The immediate consequence is a denial of service. The compromised arithmetic causes the inference server process to terminate or become unresponsive, halting model serving for legitimate clients. According to the CVSS vector, confidentiality and integrity are not affected, but availability impact is high.

Triton Inference Server is widely deployed to host machine learning models behind production APIs. Disruption of this service breaks dependent applications that rely on real-time inference, including recommendation engines, computer vision pipelines, and large language model endpoints.

Root Cause

The root cause is missing or insufficient bounds checking on integer arithmetic during input processing. An attacker-controlled value participates in a calculation that wraps around the maximum representable integer, producing an undersized or otherwise invalid result. The server then operates on this corrupted value, leading to a crash. This pattern aligns with [CWE-680], where an integer overflow propagates into buffer-related logic.

Attack Vector

The attack is remote and unauthenticated. An adversary sends a crafted request to the Triton Inference Server's exposed network endpoint, typically the HTTP or gRPC inference API. No prior privileges or user interaction are required. Servers exposed to untrusted networks or shared multi-tenant environments are at highest risk. Internal services that accept inference requests from less-trusted application tiers should also be considered exposed.

No public proof-of-concept exploit code has been published, and the vulnerability is not listed in the CISA Known Exploited Vulnerabilities catalog. See the NVIDIA Support Article for vendor technical detail.

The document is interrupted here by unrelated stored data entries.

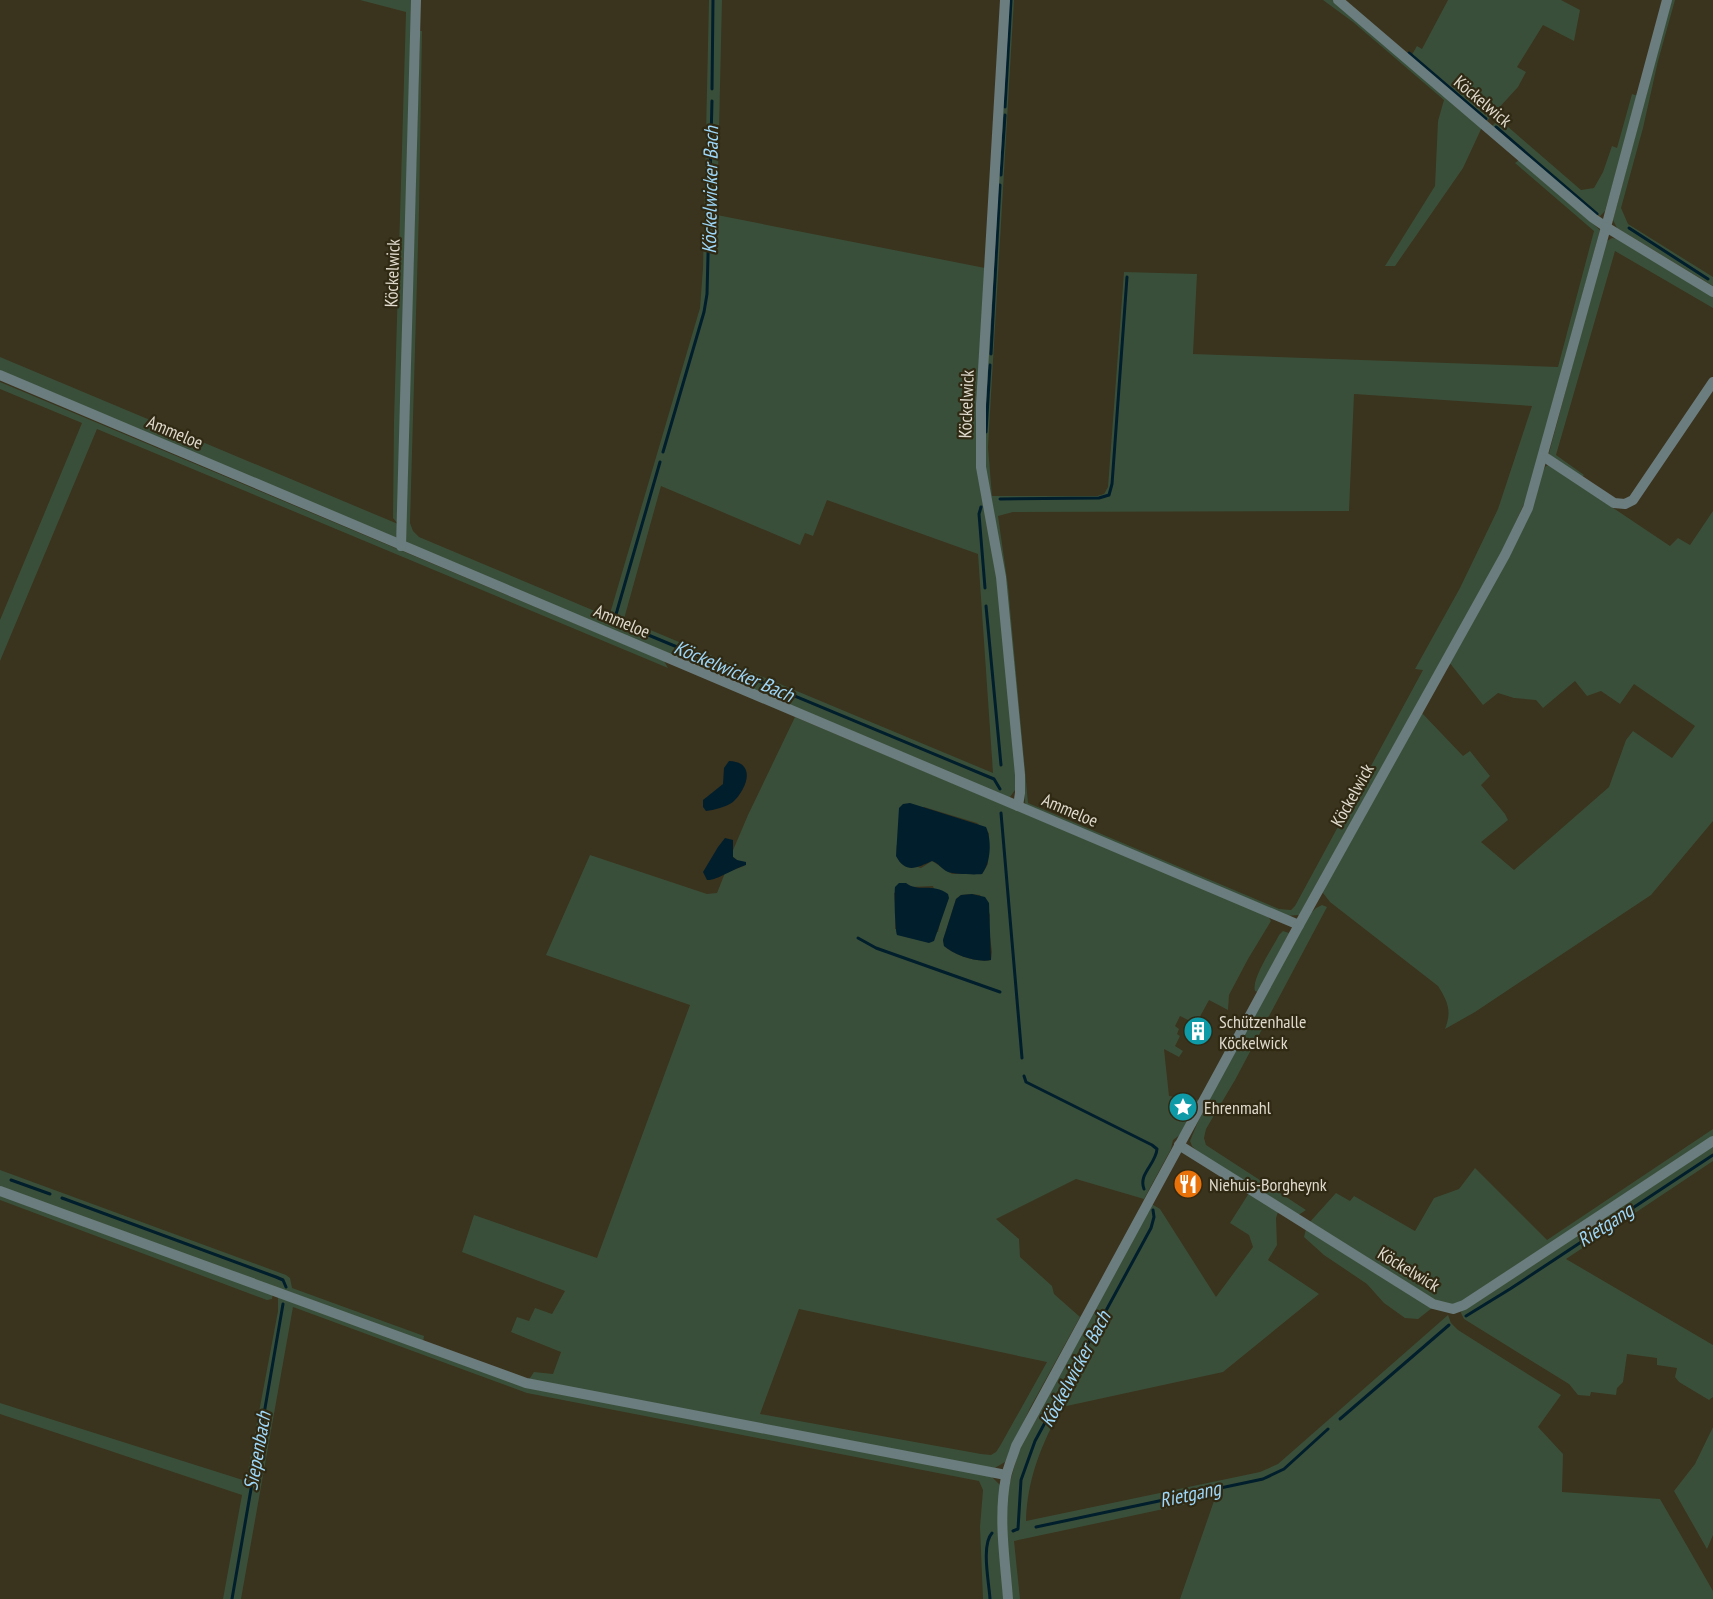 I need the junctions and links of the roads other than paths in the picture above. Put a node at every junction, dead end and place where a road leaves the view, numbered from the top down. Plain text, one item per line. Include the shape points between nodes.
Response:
1 (416, 0) edge
2 (1005, 0) edge
3 (1338, 0) edge
4 (1667, 0) edge
5 (1606, 227) junction
6 (1713, 292) edge
7 (0, 375) edge
8 (1713, 382) edge
9 (1543, 456) junction
10 (402, 546) junction
11 (1018, 806) junction
12 (1299, 925) junction
13 (1713, 1141) edge
14 (1179, 1145) junction
15 (0, 1191) edge
16 (1006, 1475) junction
17 (1008, 1599) edge

1 - 10 street, Köckelwick
2 - 11 street, Köckelwick via 981,404 981,467 1001,577 1020,775
3 - 5 street, Köckelwick
4 - 5 street, Köckelwick
5 - 6 street, Köckelwick
5 - 9 street, Köckelwick
7 - 10 street, Ammeloe
8 - 9 street via 1634,500 1625,504 1614,503
9 - 12 street, Köckelwick via 1528,508 1505,555
10 - 11 street, Ammeloe
11 - 12 street, Ammeloe
12 - 14 street, Köckelwick
13 - 14 street, Köckelwick via 1464,1305 1453,1308 1433,1304
14 - 16 street, Köckelwick via 1032,1414
15 - 16 street via 526,1383
16 - 17 street, Köckelwick via 1003,1535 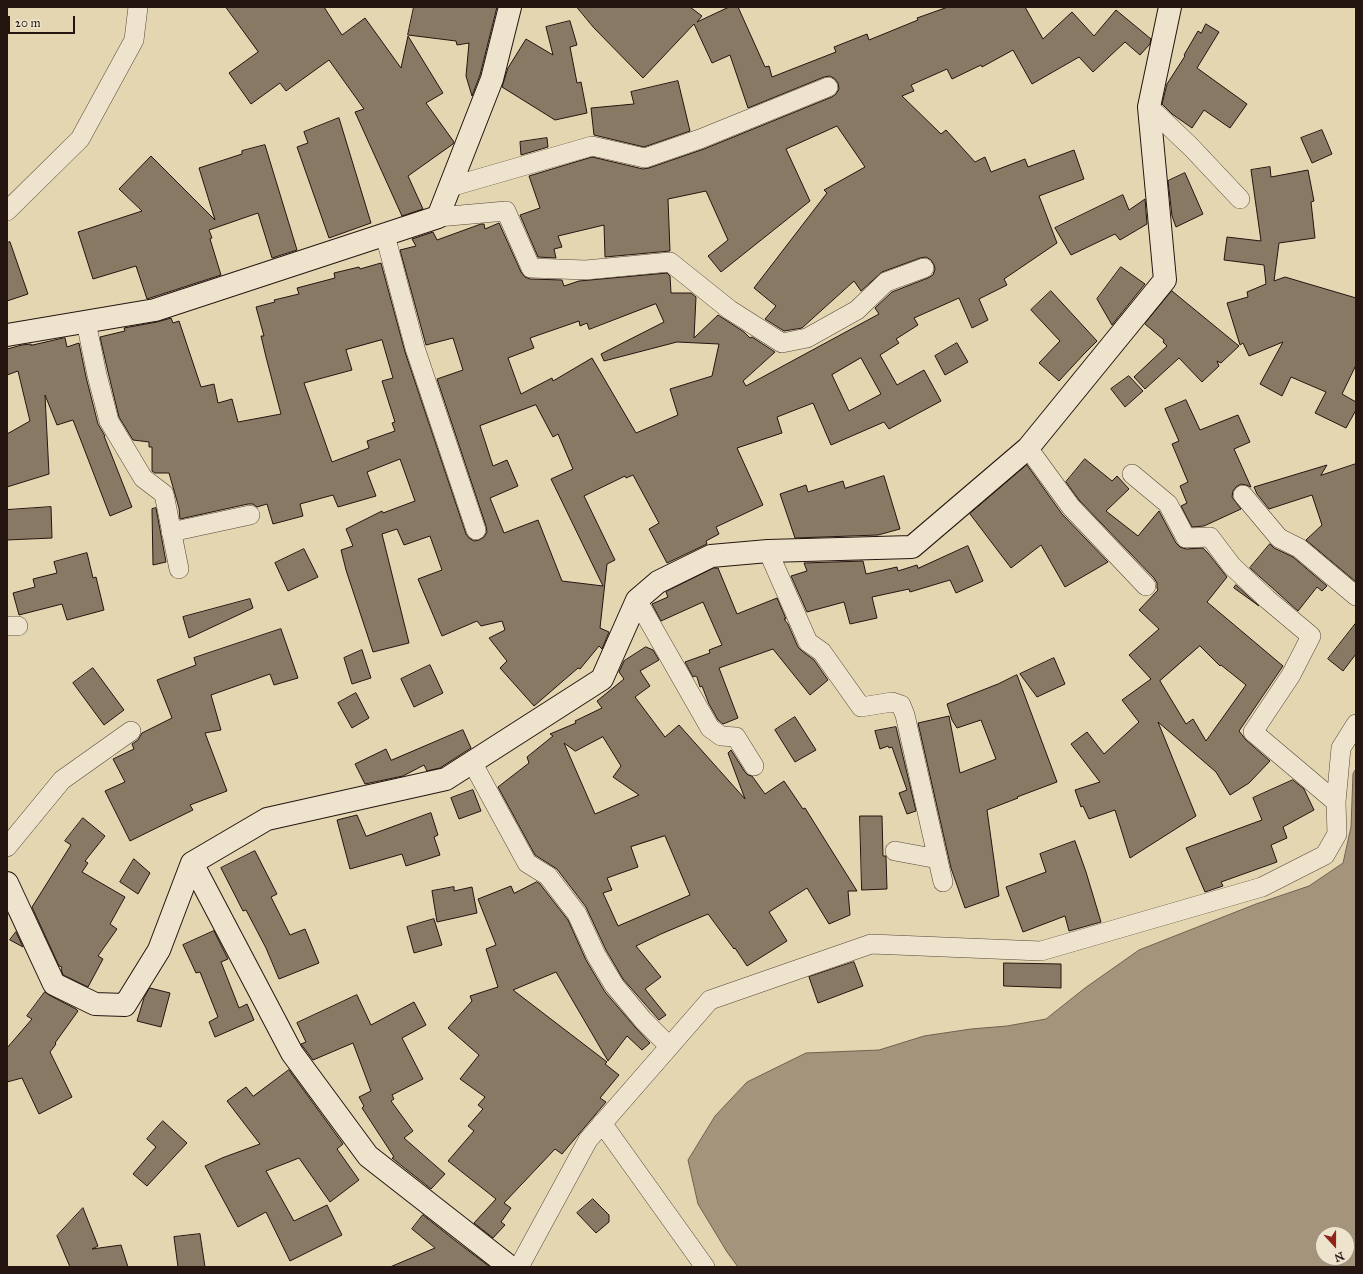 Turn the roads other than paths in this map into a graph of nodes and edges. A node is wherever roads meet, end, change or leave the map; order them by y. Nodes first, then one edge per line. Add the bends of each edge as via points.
1 (138, 7) edge
2 (510, 7) edge
3 (1170, 7) edge
4 (828, 87) dead end
5 (1148, 107) junction
6 (450, 187) junction
7 (1240, 199) dead end
8 (7, 210) edge
9 (438, 217) junction
10 (385, 234) junction
11 (924, 268) dead end
12 (86, 322) junction
13 (7, 335) edge
14 (1028, 448) junction
15 (1132, 474) dead end
16 (1243, 495) dead end
17 (250, 515) dead end
18 (476, 530) dead end
19 (171, 532) junction
20 (768, 551) junction
21 (179, 569) dead end
22 (1146, 586) dead end
23 (1356, 596) edge
24 (637, 600) junction
25 (1356, 724) edge
26 (131, 732) dead end
27 (472, 762) junction
28 (754, 766) dead end
29 (1336, 802) junction
30 (7, 847) edge
31 (895, 851) dead end
32 (938, 859) junction
33 (192, 863) junction
34 (943, 882) dead end
35 (7, 883) edge
36 (669, 1046) junction
37 (602, 1123) junction
38 (510, 1267) edge
39 (519, 1267) edge
40 (705, 1267) edge

1 - 8 street via 134,40 80,139
2 - 6 street via 492,79
3 - 5 street
4 - 6 street via 646,158 592,146
5 - 7 street via 1191,147
5 - 14 street via 1165,280
6 - 9 street
9 - 10 street
9 - 11 street via 506,211 531,268 586,270 670,262 730,310 782,343 807,338 857,310 886,282
10 - 12 street via 155,310
10 - 18 street via 415,348
12 - 13 street
12 - 19 street via 109,422 143,478 164,494
14 - 20 street via 912,547
14 - 22 street via 1071,507
15 - 29 street via 1168,504 1186,538 1210,538 1232,566 1311,636 1291,675 1253,732
16 - 23 street via 1279,538 1299,548
17 - 19 street
19 - 21 street
20 - 24 street via 712,556 658,582
20 - 32 street via 808,642 822,652 861,707 892,702 901,705
24 - 27 street via 602,679
24 - 28 street via 710,728 721,736 736,737
25 - 29 street via 1341,748
26 - 30 street via 62,780
27 - 33 street via 446,779 267,819
27 - 36 street via 527,863 548,876 577,914 596,955 614,985
29 - 36 street via 1337,834 1325,855 1262,887 1041,951 871,944 710,1000
31 - 32 street
32 - 34 street
33 - 35 street via 158,950 125,1005 96,1004 54,984
33 - 38 street via 292,1053 368,1156
36 - 37 street
37 - 39 street via 588,1140
37 - 40 street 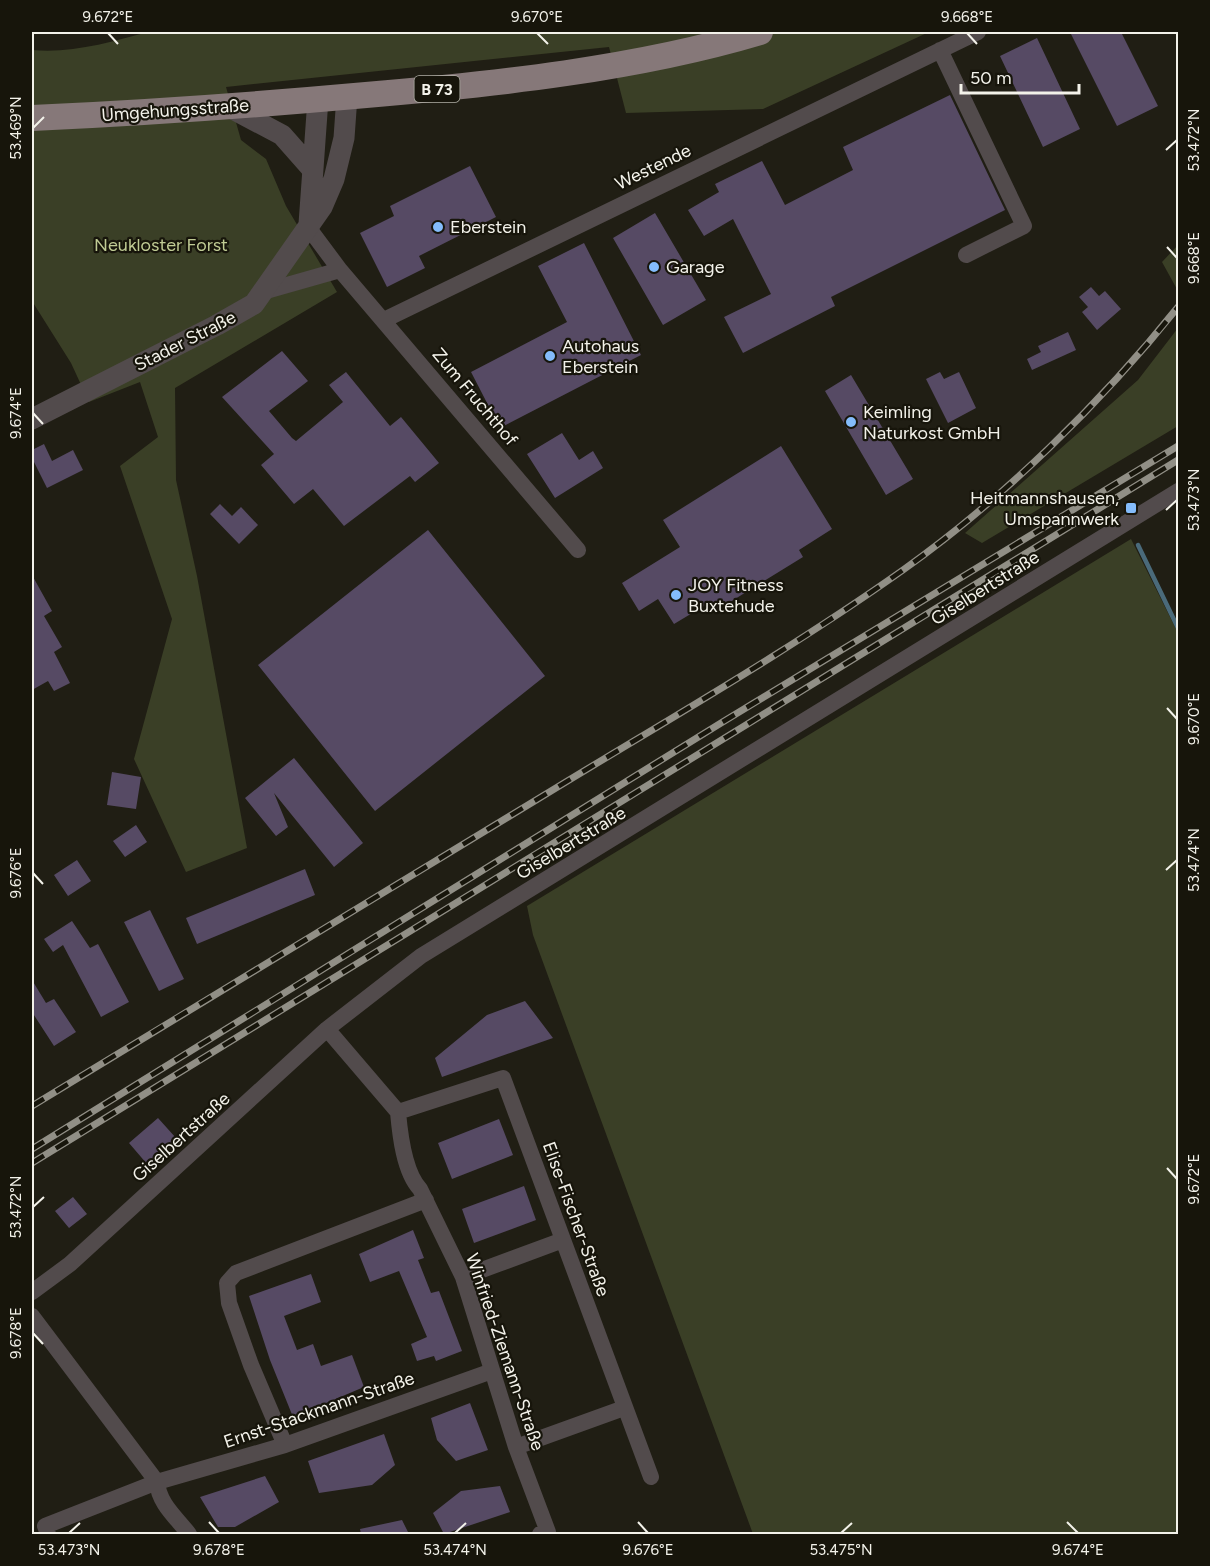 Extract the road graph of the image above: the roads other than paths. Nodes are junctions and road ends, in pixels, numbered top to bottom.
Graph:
1 (760, 32) edge
2 (978, 32) edge
3 (940, 50) junction
4 (347, 96) junction
5 (318, 99) junction
6 (229, 107) junction
7 (32, 118) edge
8 (312, 169) junction
9 (308, 227) junction
10 (966, 255) dead end
11 (340, 270) junction
12 (266, 291) junction
13 (384, 320) junction
14 (32, 419) edge
15 (1179, 491) edge
16 (578, 550) dead end
17 (327, 1029) junction
18 (398, 1112) junction
19 (426, 1200) junction
20 (563, 1240) junction
21 (463, 1277) junction
22 (32, 1292) edge
23 (32, 1316) edge
24 (492, 1371) junction
25 (624, 1408) junction
26 (285, 1444) junction
27 (516, 1447) junction
28 (651, 1477) dead end
29 (157, 1482) junction
30 (48, 1534) edge
31 (189, 1534) edge
32 (546, 1534) edge

1 - 4 main road, B 73
2 - 3 street, Westende
3 - 10 street
3 - 13 street, Westende
4 - 5 main road, B 73
4 - 9 street, Stader Straße
5 - 6 main road, Umgehungsstraße / B 73
5 - 8 street, Stader Straße
6 - 7 main road, Umgehungsstraße / B 73
6 - 8 street
8 - 9 street, Stader Straße
9 - 11 street, Zum Fruchthof
9 - 12 street, Stader Straße
11 - 12 street
11 - 13 street, Zum Fruchthof
12 - 14 street, Stader Straße
13 - 16 street, Zum Fruchthof
15 - 17 street, Giselbertstraße
17 - 18 street
17 - 22 street, Giselbertstraße
18 - 19 street, Winfried-Ziemann-Straße
18 - 20 street, Elise-Fischer-Straße
19 - 21 street, Winfried-Ziemann-Straße
19 - 26 street
20 - 21 street
20 - 25 street, Elise-Fischer-Straße
21 - 24 street, Winfried-Ziemann-Straße
23 - 29 street
24 - 26 street, Ernst-Stackmann-Straße
24 - 27 street, Winfried-Ziemann-Straße
25 - 27 street
25 - 28 street, Elise-Fischer-Straße
26 - 29 street, Ernst-Stackmann-Straße
27 - 32 street, Winfried-Ziemann-Straße
29 - 30 street, Ernst-Stackmann-Straße
29 - 31 street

Detection Methods for CVE-2025-23326

Indicators of Compromise

Unexpected termination, restart loops, or crash logs from the tritonserver process
Anomalously large or malformed payloads sent to Triton HTTP (port 8000) or gRPC (port 8001) endpoints
Spikes in 5xx errors or connection resets from inference clients
Sudden drops in inference throughput correlated with specific source IP addresses

Detection Strategies

Monitor process supervisor logs (systemd, container orchestrator) for repeated Triton restarts
Inspect HTTP and gRPC request payloads at the API gateway for oversized or malformed tensor metadata fields
Correlate crash events with inbound source IPs to identify probing or exploitation attempts
Enable Triton verbose logging during incident response to capture the crashing request signature

Monitoring Recommendations

Configure availability alerts on Triton health endpoints (/v2/health/live, /v2/health/ready)
Forward Triton stdout, stderr, and container runtime logs to a centralized SIEM for correlation
Track per-client request size distributions and alert on statistical outliers
Alert on repeated TCP resets or abnormal connection termination patterns against inference ports

How to Mitigate CVE-2025-23326

Immediate Actions Required

Apply the patched Triton Inference Server release referenced in the NVIDIA security bulletin
Inventory all Triton deployments across Windows and Linux hosts, including containerized workloads in Kubernetes
Restrict network exposure of Triton HTTP and gRPC ports to trusted application tiers only
Place a reverse proxy or API gateway in front of Triton to enforce request size limits and authentication

Patch Information

NVIDIA has released updated versions of Triton Inference Server that remediate the integer overflow. Refer to the official NVIDIA advisory at answer ID 5687 for the fixed version numbers and download instructions. Operators should pull the patched container image from NVIDIA NGC or upgrade binary installations on affected hosts. Validate the upgrade in a staging environment before rolling to production model-serving fleets.

Workarounds

Front Triton with an API gateway or reverse proxy that enforces strict input validation and maximum payload size
Apply network segmentation and firewall rules to limit access to Triton ports (8000, 8001, 8002) to known clients
Run Triton in a process supervisor configured for automatic restart to reduce service-impact window if a crash occurs
Enable rate limiting on inference endpoints to slow exploitation attempts

bash

# Example: restrict Triton ports to a known client subnet using iptables
iptables -A INPUT -p tcp -m multiport --dports 8000,8001,8002 \
  -s 10.20.30.0/24 -j ACCEPT
iptables -A INPUT -p tcp -m multiport --dports 8000,8001,8002 \
  -j DROP

# Example: pull the patched Triton container image (replace tag with fixed version)
docker pull nvcr.io/nvidia/tritonserver:<fixed-version>-py3